Sabato 20 febbraio presso la sala S.Leonardo di Cannaregio a Venezia, il Veneto ha aperto il dibattito sul tema facendo confluire in un unico convegno diverse voci, tecniche e politiche, sul tema trivellazioni. L’argomento chiama in causa l’intera questione ambientale poiché dall’opera di trivellazione conseguono effetti negativi sull’intero ecosistema terra-mare, sul clima, incidendo fortemente sul global warming ma anche sulla tutela della biodiversità, della pesca e sicurezza del territorio. Gli interventi si sono susseguiti alternando visioni specifiche ma ponendo l’attenzione sul disagio creato a tutti i settori interessati dalla ricerca di idrocarburi ed energia fossile richiamando la COP21 e le politiche del low carbon. Il 25 settembre 2015 la Regione Veneto ha, difatti, votato all’unanimità i quesiti referendari sulle trivellazioni. Ciò che viene censurato dagli organi di informazione è raccontare che vige poco interesse e poca convenienza nel mantenere in piedi lo sfruttamento di energie fossili.
Andrea Boraschi, responsabile campagna energia e clima di Greenpeace Italia sottolinea alcuni dati: Il petrolio estratto in Italia non appartiene alla nazione ma alle compagnie petrolifere e il quantitativo di petrolio estratto andrebbe a coprire il consumo nazionale per sole 7/8 settimane, così come le riserve di gas per soli 6 mesi. Tuttavia, anche le royalties, i diritti di concessione, sono i più bassi del mondo, fissati al 7% rispetto a quello che si estrae. Anche il settore ittico è disturbato: le compagnie petrolifere hanno cercato di offrire qualche indennità a fronte di un ridimensionamento della pesca ma non si può accettare qualche migliaio di euro per dismettere la pesca, afferma Gianpaolo Buonfiglio, Presidente del coordinamento pesca – alleanza cooperative italiane. Esistono 13.000 imbarcazioni e famiglie intere vivono di quest’attività. Il prof. Fazzini, docente presso il dipartimento di Fisica e scienza della terra dell’Università di Ferrara, ha evidenziato i rischi connessi al clima e al surriscaldamento globale stabilendo che temperature sempre al di sopra delle medie si sono registrate sin dal 2005 e ha posto l’attenzione sul problema del permafrost e sulla sofferenza della criosfera.

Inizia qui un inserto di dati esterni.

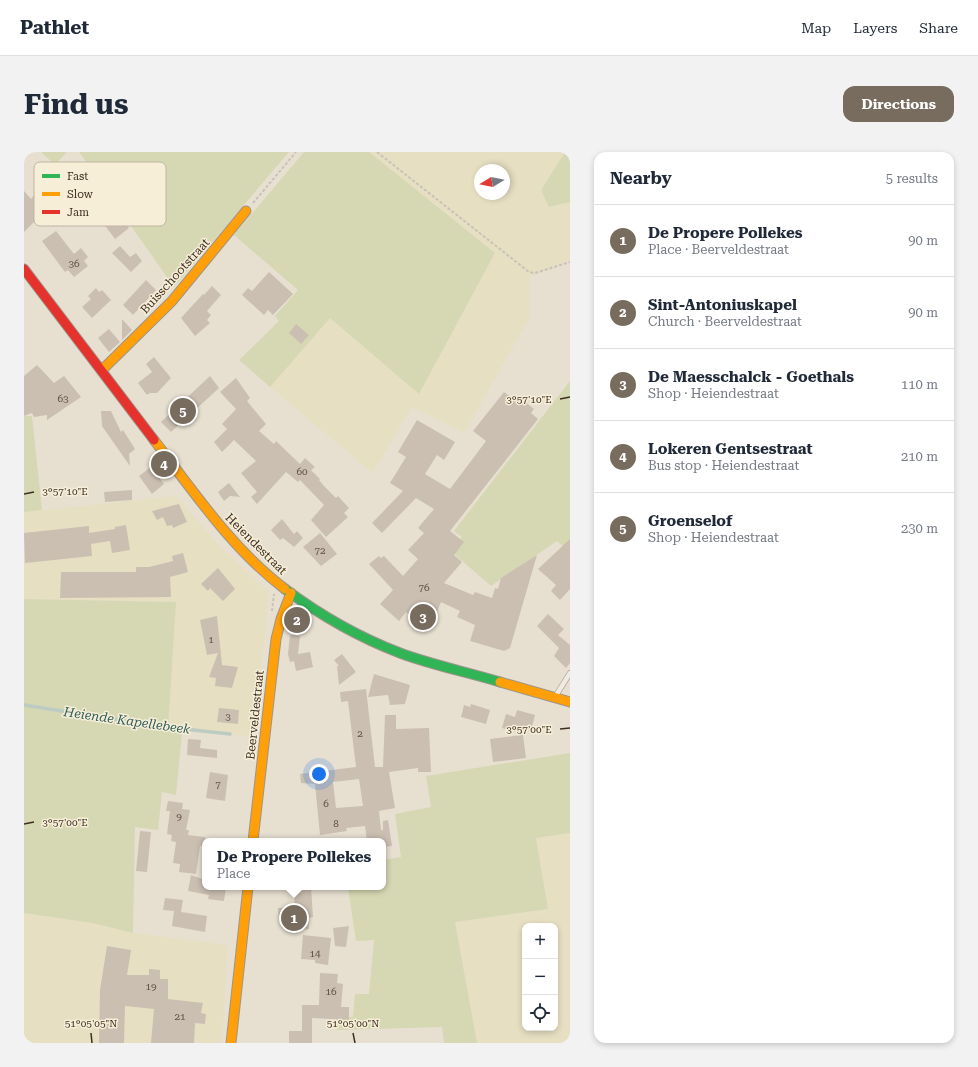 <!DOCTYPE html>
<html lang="en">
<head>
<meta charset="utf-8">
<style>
  body { margin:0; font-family:"Roboto Serif",serif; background:#f2f2f3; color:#1f2937 }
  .controls { position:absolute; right:12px; bottom:12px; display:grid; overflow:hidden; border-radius:8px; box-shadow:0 2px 6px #0003 }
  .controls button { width:36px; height:36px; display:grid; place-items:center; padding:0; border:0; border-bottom:1px solid #e0e1e3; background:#fff; color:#1f2937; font:20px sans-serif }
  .compass { position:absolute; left:450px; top:12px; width:36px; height:36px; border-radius:50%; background:#fff; box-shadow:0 2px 6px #0003; rotate:260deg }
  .you { position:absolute; left:295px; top:622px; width:14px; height:14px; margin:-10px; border:3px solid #fff; border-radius:50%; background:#1a73e8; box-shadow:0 0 0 6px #1a73e833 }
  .badge { display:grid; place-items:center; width:26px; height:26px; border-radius:50%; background:#786c5e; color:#fff; font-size:13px; font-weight:700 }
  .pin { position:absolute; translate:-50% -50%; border:2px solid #fff; box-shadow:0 1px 4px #0006 }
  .popup { position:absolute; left:178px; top:686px; width:184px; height:52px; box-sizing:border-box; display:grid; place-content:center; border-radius:8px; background:#fff; filter:drop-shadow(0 1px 3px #0005); font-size:13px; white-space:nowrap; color:#747a83 }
  .popup b { font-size:15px; color:#1f2937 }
  .popup::after { content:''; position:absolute; left:50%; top:100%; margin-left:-8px; border:8px solid transparent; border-top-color:#fff }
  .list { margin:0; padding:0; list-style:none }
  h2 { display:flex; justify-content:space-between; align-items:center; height:52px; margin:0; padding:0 16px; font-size:17px }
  h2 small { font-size:13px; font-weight:400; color:#747a83 }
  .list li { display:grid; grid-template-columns:26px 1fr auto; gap:12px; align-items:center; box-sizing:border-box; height:72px; padding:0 16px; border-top:1px solid #e0e1e3 }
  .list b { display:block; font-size:15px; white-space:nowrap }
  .list p { margin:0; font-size:13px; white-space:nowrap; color:#747a83 }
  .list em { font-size:13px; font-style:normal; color:#747a83 }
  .icon { flex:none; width:22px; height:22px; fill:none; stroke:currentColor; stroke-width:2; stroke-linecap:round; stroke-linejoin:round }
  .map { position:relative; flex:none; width:546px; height:891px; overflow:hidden; border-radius:12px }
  header { display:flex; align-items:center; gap:24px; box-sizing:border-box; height:56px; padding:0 20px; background:#fff; border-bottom:1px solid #e0e1e3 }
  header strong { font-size:19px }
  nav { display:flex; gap:22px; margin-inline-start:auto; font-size:14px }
  .intro { display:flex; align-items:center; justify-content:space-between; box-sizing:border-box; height:96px; padding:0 24px }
  h1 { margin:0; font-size:28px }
  .button { padding:10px 18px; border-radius:12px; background:#786c5e; color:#fff; font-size:14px; font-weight:700 }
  main { display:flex; gap:24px; padding:0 24px }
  aside { flex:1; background:#fff; border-radius:12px; box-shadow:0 2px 6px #0003 }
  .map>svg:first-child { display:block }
  .farmland { fill:#e6dfc2; fill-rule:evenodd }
  .green { fill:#d6d7b3 }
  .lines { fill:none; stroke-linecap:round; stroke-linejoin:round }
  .stream { stroke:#bcccc2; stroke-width:3.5 }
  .building { fill:#cbbfb2; fill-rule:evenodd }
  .lane-casing { stroke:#ada599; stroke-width:6 }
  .fast-casing { stroke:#9c958a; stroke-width:11 }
  .slow-casing { stroke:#9c958a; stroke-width:11 }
  .jam-casing { stroke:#9c958a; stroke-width:11 }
  .path { stroke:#c8c2b9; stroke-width:2; stroke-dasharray:3 2; stroke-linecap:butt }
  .lane { stroke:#efebe3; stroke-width:4.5 }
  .fast { stroke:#30b455; stroke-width:9 }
  .slow { stroke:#ff9f0a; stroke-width:9 }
  .jam { stroke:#e5322d; stroke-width:9 }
  .ticks { fill:none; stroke:#3d2e20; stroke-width:1.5 }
  .labels { text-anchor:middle; stroke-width:3; stroke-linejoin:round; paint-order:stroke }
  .number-label { font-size:10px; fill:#605244 }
  .street-label { font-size:12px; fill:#3d2e20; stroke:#f7eed8 }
  .water-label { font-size:13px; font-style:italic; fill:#2f5d5a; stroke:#f7eed8 }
  .key { fill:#f7eed8; stroke:#bfb4a1; stroke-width:1 }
  .key-label { font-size:11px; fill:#3d2e20 }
  .ticks-label { font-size:10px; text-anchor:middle; fill:#3d2e20; stroke:#f7eed8; stroke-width:3; stroke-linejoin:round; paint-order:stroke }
</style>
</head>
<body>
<header>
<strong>Pathlet</strong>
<nav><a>Map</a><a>Layers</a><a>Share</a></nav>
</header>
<div class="intro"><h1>Find us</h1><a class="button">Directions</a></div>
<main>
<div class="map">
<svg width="546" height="891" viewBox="0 0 546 891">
  <rect width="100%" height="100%" fill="#e7e0d1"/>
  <g class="farmland">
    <path d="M345,0H541L517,38L525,55L546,50V108L506,125V165L440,281L388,255L349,321L246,235L306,165L395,242L471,101ZM456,18H480V42H456Z"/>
    <polygon points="152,344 201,400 245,439 241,484 226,584 144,578 151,450 0,447 0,360"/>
    <path d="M546,681V891H453L431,769L524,757L512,686ZM501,774H531V876H501Z"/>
    <polygon points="0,761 69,771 109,781 204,793 198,891 0,891"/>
  </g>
  <g class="green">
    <polygon points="17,0 43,0 31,13"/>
    <polygon points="55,0 265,0 150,135"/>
    <polygon points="280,0 345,0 471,101 395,242 306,166 246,235 215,208 255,169 251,164 274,138 210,83"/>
    <polygon points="541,0 546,0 546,50 525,55 517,38"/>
    <polygon points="546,229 546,400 533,389 467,434 428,400 438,385 430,379"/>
    <polygon points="0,264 8,264 18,358 0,360"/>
    <polygon points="0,447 152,450 144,578 158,580 152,643 138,640 134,678 111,675 109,781 69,771 0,761"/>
    <polygon points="546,601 546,681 512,686 524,757 431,770 453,891 420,891 418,875 313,878 312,866 329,865 331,842 345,842 350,788 332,789 324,735 359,735 359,708 377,705 371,662 407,655 402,624"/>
  </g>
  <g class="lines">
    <polyline class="stream" points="0,553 132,574 206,582"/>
  </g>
  <g class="building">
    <polygon points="41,16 70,55 81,46 105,76 91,87 73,63 59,74 58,72 54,74 22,30"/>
    <polygon points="0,39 7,47 11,42 17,48 14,52 18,56 14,62 16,64 0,80"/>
    <polygon points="32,79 50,102 57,96 64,105 60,109 64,114 50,125 44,118 41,120 18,89"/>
    <polygon points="96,94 106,105 112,101 118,109 107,120 88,101"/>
    <polygon points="245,120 269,142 249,163 244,158 240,163 218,143 224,136 228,139"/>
    <polygon points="122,128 132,138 109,163 99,153"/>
    <polygon points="188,134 197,143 183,159 187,163 183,168 186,171 171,184 157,166 179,142 180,143"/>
    <polygon points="72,136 75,140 78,138 87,148 68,166 58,155 67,147 64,144"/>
    <polygon points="98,167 108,178 98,188"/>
    <polygon points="272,172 285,183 277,192 265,181"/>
    <polygon points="85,177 96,190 85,200 74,186"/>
    <polygon points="130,205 147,226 133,241 126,241 123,243 114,231 128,220 122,212"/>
    <polygon points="13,213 30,231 40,224 57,245 23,268 23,263 10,265 8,261 0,264 0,224"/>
    <polygon points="186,224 195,236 147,280 137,270"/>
    <polygon points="212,226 226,246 223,249 242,272 235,279 250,292 252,289 276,312 281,306 291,315 287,318 296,327 295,328 300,334 312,346 314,344 325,356 320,361 324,365 302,385 287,368 300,353 276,328 274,330 262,320 233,352 227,345 233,340 217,321 232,309 210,288 198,300 190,290 203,277 198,272 212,257 196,240"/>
    <polygon points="480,240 497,253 500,249 510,257 507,261 514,267 426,379 440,390 430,403 438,410 420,431 449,443 451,440 468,446 471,436 474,437 477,426 513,403 486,496 480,499 446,489 451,473 433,465 436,459 417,450 407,475 393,471 382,460 375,469 356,452 369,438 345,412 355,404 357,406 360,404 379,424 394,407 384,398 400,381 394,376 410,357 392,346 358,381 348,371 379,339 366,331 382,305 374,300 393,268 431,290 420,308 413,303 401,322 426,337 462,289 449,279"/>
    <polygon points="77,259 87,259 97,280 99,278 111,297 105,302 106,314 78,274"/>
    <polygon points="127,315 140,332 128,342 115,324"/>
    <polygon points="205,331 216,345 206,344 200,349 194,340"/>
    <polygon points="108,338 108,348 81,350 80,340"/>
    <polygon points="155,352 163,370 149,376 148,373 143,374 139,365 133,368 128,359"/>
    <polygon points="258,367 270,382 273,379 279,386 270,395 259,386 256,388 247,378"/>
    <polygon points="102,373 106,398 88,401 86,389 67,392 68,404 1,411 0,381 65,374 65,381 91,377 91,375"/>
    <polygon points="296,381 313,402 297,414 279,395"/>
    <polygon points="546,387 546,437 536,448 527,439 532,433 514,417"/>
    <polygon points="159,401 164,420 146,425 147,445 36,446 37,420 112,420 112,415 125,415 149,409 148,404"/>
    <polygon points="194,416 211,437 199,449 186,436 184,439 177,432"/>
    <polygon points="524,462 540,477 534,483 546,493 546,511 542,516 530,504 535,496 513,474"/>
    <polygon points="193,464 198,513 214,515 208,536 191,534 192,526 185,525 194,501 183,503 176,468"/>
    <polygon points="266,483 276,484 274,502 286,500 289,515 272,519 270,509 266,510 264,502"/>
    <polygon points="318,502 332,520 315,533 313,514 315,514 310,508"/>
    <polygon points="350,522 386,533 381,552 366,553 364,543 344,545"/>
    <path d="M342,537L351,615H359L361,563H372V577L405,576L407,620H394V616L365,620L371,656L355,659L357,678H359V669L364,668L368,694L359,695V689H343L341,674L322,676L323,679L296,683L291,632L277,631L276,622L332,615L324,549L317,550L316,540ZM335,627L339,654L312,656L309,630Z"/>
    <polygon points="447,552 466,558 462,572 437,565 440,553 446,555"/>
    <polygon points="195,556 215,558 214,572 193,570"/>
    <polygon points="493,558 511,563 507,579 499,577 499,582 478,576 482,562 491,565"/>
    <polygon points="499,583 502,606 469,610 466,587"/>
    <polygon points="164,587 177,588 176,596 193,598 193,606 163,603"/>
    <polygon points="186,620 204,623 201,649 182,646"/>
    <polygon points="144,649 159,651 158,657 166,658 162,678 165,678 164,683 181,685 181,695 176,694 172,722 155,720 156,712 149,711 152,690 147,689 148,683 143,682 146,659 142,659"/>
    <polygon points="116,679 127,680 123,720 112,719"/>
    <polygon points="167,723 181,728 181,735 202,735 200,749 184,747 185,743 164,739"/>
    <polygon points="269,735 287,735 289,765 284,766 285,777 268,779 267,767 255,768 254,756 271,755"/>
    <polygon points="141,746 159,748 157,760 183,764 181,780 148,774 150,759 139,758"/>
    <polygon points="325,774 322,795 311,794 309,776"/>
    <polygon points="279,783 307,786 304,813 291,811 291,808 277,807"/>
    <polygon points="83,794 107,798 103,823 125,823 125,817 136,818 136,827 144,827 144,847 179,851 177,861 182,862 181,872 171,871 170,891 127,891 130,857 101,854 100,891 75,891 76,838"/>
    <polygon points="296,821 314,822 313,831 319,832 317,855 325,855 325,868 288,866 288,891 265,891 265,879 278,879 278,853 295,853"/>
  </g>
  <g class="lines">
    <g class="lane-casing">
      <polyline id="lane" points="531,545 546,521"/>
    </g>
    <g class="fast-casing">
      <path id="fast" d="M261,437C296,463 334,485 376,501C408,513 443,520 476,530"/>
    </g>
    <g class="slow-casing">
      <g id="slow">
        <polyline points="78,218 148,149 222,59"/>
        <path d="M130,288C170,340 208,397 261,437"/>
        <polyline points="476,530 546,550"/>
        <polyline points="229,689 252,487 257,467 267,441"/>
        <polyline points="207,891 224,735"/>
      </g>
    </g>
    <g class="jam-casing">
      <polyline id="jam" points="0,117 130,288"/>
    </g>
    <g class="path">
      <polyline points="353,0 505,120 511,121 546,110"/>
      <polyline points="229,51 272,0"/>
      <polyline points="248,459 250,442"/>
    </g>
    <use href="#lane" class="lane"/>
    <use href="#fast" class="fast"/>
    <use href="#slow" class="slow"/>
    <use href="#jam" class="jam"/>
  </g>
  <path class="ticks" d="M536,247L546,245M0,342L10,340M536,577L546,576M0,672L10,670M67,881L68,891M329,881L331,891"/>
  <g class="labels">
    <g class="number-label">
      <text x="50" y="115">36</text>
      <text x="39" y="250">63</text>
      <text x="278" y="323">60</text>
      <text x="296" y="402">72</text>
      <text x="400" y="439">76</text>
      <text x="187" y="491">1</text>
      <text x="204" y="568">3</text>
      <text x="336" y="585">2</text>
      <text x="194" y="636">7</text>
      <text x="302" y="655">6</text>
      <text x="155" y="668">9</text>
      <text x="312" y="675">8</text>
      <text x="291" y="805">14</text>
      <text x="127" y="838">19</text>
      <text x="307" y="843">16</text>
      <text x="156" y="868">21</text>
    </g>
    <g class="street-label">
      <text transform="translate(151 124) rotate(-48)" y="4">Buisschootstraat</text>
      <text transform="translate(232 392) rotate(45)" y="4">Heiendestraat</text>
      <text transform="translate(231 563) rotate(-84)" y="4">Beerveldestraat</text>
    </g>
    <g class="water-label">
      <text transform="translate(103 568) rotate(8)" y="5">Heiende Kapellebeek</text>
    </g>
  </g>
  <rect x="10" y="10" width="132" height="64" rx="6" class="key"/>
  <rect x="18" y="22" width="18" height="4" fill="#30b455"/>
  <rect x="18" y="40" width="18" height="4" fill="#ff9f0a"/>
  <rect x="18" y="58" width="18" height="4" fill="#e5322d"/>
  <g class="key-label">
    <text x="43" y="28">Fast</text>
    <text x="43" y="46">Slow</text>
    <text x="43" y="64">Jam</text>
  </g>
  <g class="ticks-label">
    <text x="505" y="251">3°57'10"E</text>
    <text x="41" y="343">3°57'10"E</text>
    <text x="505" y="581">3°57'00"E</text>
    <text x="41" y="674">3°57'00"E</text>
    <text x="67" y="875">51°05'05"N</text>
    <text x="329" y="875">51°05'00"N</text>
  </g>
</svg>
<div class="controls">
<button>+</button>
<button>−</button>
<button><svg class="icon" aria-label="locate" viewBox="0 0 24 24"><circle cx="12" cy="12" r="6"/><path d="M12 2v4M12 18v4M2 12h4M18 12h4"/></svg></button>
</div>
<svg class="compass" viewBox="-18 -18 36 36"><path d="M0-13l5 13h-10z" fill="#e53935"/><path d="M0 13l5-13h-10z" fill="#747a83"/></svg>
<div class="you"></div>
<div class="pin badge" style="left:270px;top:766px">1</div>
<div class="popup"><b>De Propere Pollekes</b>Place</div>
<div class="pin badge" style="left:273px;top:468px">2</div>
<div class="pin badge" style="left:399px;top:465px">3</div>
<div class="pin badge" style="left:140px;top:312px">4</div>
<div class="pin badge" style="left:159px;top:259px">5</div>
</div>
<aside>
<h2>Nearby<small>5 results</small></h2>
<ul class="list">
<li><span class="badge">1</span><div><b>De Propere Pollekes</b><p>Place · Beerveldestraat</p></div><em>90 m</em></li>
<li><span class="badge">2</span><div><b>Sint-Antoniuskapel</b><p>Church · Beerveldestraat</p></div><em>90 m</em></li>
<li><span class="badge">3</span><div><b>De Maesschalck - Goethals</b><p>Shop · Heiendestraat</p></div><em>110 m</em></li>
<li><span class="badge">4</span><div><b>Lokeren Gentsestraat</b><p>Bus stop · Heiendestraat</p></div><em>210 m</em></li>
<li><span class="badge">5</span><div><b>Groenselof</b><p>Shop · Heiendestraat</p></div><em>230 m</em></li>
</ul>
</aside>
</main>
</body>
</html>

Anche il Polesine e la zona del delta del Po riportano danni ed effetti della subsidenza che, sebbene dovuti anche a cause naturali ed antropiche, l’estrazione di metano ha contribuito al fenomeno provocando un abbassamento del territorio mediamente di due metri a partire dagli anni ‘80. Oggi i rischi idrogeologici sono sotto gli occhi di tutti e allarmano l’intera Regione del Veneto. La portavoce del M5S Silvia Benedetti, biologa e referente in Commissione agricoltura alla Camera dei Deputati, ha delineato la questione con un orientamento e piglio politico totalmente difforme rispetto al decisionismo governativo in carica che dà seguito alle determinazioni formulate dal già governo Monti. Pertanto, la questione ambientale viene riproposta nei suoi caratteri di assoluta priorità ed emergenza. “Il referendum è di tutti e tutte”, ha incalzato Roberta Radich. Il 17 aprile bisognerà votare sì al quesito referendario sulle trivelle per affermare il divieto entro le 12 miglia ma soprattutto, per riportare la scelta operata dal popolo nell’orientamento del valore simbolico della politica. E questo, è ciò che noi cittadine e cittadini ci auguriamo.